FLUOXETINE AND VENLAFAXINE EFFECT ON RECEPTORS EXPRESSION INVOLVED IN DEPERESSION IN PITUITARY GLAND

MARIA BELEN PORETTI; RAHUL S SAWANT; MATHIAS RASK-ANDERSEN; ROHIT CHABAN; HELGI B. SCHIOTH; MARTA FIOL DE CUNEO; VALERIA PAOLA CARLINI

Mendoza

Congreso; 2da Reunión Conjunta de Sociedades de Biología de la República Argentina; 2011

Sociedad de Biología de Córdoba

Depression is biochemical imbalance, mainly of neuropeptides and neural hormones leading to change in mood. Apart from many affected brain regions, depression is mainly characterized by increased hypothalamic-pituitary-adrenal (HPA) axis activity. Many behavioral, endocrine and pharmacological similarities have been observed between olfactory bulbectomized rats and patients with depression. Chronic, but not acute, treatment of several classes of antidepressants is effective in treating depression, despite their side effects and withdrawal symptoms. Many antidepressants have been observed to reduce elevated levels of cortisol, the major stress hormone, through a decreased HPA activity. Corticotrophin releasing hormone (CRH) and vasopressin (VP) play important roles in mediating the ACTH release through their receptors CRHR1 and AVPr1b respectively. The purpose of the present study was to investigate, in an experimental model, the fluoxetine and venlafaxin effects on the expression of these receptors in pituitary gland. Adult male Albino?s Swiss mice were divided in two groups: sham operated (SO) and olfactory bulbectomy (OB). Both group were divided and orally treated, during 28 days with saline flouxetine (10 mg/Kg/day) or venlafaxine (10 mg/Kg/day).

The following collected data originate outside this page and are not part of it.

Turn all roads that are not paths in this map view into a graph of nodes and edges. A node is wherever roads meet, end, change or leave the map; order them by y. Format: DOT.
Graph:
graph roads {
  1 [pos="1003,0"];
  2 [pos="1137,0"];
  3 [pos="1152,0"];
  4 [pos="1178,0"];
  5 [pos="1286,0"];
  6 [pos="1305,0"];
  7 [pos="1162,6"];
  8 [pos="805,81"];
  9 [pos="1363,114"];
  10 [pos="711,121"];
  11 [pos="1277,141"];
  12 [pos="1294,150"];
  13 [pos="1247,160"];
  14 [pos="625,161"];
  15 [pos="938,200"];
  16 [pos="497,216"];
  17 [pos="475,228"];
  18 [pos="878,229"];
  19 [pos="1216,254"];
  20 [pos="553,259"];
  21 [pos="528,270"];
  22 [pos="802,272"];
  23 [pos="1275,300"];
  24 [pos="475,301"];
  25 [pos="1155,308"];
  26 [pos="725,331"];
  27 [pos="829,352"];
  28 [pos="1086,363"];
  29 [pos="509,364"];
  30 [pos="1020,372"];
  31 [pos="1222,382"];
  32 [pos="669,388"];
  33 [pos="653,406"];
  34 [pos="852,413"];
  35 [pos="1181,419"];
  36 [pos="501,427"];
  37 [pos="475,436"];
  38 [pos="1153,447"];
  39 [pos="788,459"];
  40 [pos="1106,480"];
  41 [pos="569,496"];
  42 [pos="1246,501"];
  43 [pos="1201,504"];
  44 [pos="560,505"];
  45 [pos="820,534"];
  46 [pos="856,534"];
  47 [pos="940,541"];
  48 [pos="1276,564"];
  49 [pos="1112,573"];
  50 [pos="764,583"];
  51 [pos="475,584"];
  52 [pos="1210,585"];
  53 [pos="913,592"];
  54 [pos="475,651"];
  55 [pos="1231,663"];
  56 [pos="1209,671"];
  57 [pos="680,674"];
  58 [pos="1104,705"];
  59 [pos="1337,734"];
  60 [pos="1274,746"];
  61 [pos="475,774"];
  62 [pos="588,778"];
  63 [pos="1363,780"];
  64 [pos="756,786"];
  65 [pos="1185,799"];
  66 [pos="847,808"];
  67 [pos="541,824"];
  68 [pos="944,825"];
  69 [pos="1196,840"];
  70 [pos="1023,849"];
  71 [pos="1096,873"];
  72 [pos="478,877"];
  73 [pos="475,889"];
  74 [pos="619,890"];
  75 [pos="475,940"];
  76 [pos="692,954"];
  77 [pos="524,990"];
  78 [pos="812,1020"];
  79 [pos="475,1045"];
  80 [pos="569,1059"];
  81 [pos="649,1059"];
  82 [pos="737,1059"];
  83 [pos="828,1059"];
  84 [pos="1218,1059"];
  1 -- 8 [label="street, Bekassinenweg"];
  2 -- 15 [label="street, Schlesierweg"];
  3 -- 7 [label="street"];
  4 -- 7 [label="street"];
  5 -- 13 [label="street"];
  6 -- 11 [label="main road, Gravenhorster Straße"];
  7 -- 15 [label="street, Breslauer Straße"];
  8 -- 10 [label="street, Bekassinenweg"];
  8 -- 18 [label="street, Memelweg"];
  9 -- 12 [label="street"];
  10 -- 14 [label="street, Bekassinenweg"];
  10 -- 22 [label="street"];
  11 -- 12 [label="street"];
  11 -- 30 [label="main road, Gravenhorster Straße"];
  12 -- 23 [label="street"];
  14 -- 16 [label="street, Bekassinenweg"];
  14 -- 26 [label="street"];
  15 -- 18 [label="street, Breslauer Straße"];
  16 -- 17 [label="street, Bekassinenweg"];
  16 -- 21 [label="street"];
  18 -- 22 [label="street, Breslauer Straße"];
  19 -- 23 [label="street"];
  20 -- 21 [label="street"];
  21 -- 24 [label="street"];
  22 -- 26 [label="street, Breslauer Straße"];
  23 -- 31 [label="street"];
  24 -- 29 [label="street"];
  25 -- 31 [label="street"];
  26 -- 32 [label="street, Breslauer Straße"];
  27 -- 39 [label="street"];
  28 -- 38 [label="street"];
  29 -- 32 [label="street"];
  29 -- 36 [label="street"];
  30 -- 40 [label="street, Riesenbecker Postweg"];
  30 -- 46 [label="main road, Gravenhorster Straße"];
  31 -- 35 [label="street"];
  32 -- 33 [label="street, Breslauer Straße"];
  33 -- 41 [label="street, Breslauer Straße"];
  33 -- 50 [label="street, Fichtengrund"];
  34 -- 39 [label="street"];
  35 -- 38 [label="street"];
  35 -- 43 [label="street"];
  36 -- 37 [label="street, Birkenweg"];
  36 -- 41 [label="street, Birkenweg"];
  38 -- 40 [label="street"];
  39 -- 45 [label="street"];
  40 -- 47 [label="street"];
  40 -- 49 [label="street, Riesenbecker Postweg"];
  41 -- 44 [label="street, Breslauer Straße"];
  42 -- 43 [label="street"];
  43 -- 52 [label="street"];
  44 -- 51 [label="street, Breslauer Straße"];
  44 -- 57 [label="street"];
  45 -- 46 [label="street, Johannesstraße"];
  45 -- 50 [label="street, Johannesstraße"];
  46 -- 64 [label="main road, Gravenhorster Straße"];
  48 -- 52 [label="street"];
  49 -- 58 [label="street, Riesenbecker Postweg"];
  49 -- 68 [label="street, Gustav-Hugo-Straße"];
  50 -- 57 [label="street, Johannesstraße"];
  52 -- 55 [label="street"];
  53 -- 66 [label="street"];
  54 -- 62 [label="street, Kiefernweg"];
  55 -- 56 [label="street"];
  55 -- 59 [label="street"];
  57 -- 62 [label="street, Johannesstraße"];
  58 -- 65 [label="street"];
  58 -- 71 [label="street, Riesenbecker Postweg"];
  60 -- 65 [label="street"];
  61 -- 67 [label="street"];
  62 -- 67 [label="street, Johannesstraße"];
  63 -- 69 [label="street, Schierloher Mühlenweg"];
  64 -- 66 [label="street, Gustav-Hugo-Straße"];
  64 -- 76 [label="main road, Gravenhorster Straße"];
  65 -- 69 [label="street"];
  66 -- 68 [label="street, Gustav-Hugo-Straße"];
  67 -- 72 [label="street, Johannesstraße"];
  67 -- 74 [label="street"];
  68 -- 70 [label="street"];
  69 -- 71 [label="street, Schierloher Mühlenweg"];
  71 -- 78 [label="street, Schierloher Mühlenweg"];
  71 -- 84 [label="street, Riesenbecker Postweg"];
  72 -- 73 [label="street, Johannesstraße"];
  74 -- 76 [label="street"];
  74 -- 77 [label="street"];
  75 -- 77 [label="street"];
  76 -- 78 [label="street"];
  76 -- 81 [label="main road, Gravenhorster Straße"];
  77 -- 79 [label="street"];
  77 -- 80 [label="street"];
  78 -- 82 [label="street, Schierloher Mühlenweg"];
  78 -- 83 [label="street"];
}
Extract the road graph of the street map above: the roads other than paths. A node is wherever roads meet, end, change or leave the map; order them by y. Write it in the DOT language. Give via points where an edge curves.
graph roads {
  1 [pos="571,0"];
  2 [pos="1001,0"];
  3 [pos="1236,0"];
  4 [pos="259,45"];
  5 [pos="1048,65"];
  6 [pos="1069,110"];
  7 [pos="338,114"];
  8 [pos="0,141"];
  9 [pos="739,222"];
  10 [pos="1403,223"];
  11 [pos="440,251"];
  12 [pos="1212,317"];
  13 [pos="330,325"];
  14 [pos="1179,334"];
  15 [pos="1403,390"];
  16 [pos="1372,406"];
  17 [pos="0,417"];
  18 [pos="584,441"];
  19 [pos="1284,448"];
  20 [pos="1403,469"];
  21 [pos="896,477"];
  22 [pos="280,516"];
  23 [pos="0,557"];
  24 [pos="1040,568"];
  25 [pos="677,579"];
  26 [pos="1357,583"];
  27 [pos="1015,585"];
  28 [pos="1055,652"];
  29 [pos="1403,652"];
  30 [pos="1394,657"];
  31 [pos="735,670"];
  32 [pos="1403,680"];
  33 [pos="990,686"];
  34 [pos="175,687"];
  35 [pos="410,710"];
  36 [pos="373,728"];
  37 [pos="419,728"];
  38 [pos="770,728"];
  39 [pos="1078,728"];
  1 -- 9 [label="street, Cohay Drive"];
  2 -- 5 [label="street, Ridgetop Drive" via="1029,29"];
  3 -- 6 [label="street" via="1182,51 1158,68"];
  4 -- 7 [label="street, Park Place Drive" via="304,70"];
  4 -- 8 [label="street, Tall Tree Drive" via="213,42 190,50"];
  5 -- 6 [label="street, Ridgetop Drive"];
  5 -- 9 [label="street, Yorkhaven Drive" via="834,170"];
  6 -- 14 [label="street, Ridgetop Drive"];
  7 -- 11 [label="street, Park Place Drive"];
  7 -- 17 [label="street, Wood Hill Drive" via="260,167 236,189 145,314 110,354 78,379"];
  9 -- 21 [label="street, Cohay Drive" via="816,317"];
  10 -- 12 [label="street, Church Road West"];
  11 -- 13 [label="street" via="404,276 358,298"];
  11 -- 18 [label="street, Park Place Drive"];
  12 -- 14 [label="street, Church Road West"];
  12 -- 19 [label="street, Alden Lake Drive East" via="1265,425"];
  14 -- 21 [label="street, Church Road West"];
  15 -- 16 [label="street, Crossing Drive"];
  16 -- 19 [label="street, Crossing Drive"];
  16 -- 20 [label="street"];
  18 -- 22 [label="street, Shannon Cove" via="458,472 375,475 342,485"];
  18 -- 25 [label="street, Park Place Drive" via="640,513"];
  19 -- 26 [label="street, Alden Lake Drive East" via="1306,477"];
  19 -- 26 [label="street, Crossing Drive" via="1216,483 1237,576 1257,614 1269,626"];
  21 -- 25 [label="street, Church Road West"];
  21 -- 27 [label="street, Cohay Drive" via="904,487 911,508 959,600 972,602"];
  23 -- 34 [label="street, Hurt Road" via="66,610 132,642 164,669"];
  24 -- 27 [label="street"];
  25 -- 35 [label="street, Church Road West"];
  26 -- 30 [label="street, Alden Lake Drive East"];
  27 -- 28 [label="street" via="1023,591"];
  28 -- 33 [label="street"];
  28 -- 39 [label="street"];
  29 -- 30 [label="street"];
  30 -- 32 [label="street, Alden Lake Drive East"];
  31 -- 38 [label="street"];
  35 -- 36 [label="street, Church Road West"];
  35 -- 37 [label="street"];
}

The last day of treatment, the tail suspension test was applied in order to determine a depressive behavior and then, the mice were sacrificed and their pituitary were collected by dissection, in order to study, using real time PCR, the mRNA CRHR1 and AVPr1b expression. After fluoxetine treatment CRHR1 (F = 8.415, p = 0.0009, n = 5) and AVPR1b (F = 3.343, p = 0.046, n= 5) expression increased in SO mice whereas in OB mice only CRHR1 (F= 8.415, p = 0.0009, n = 5) expression was increased. Both animals treated with fluoxetine or venlafaxine showed antidepressant behaviour, evidence by reduction in the immobility time in the tail suspension test (F = 8.57, p ≤0.05, n = 15) in SO and BO mice. Increased expression of CRHR1 and AVPR1b in pituitary after fluoxetine treatment could be a compensatory mechanism for decreased CRH and VP in the hypothalamus.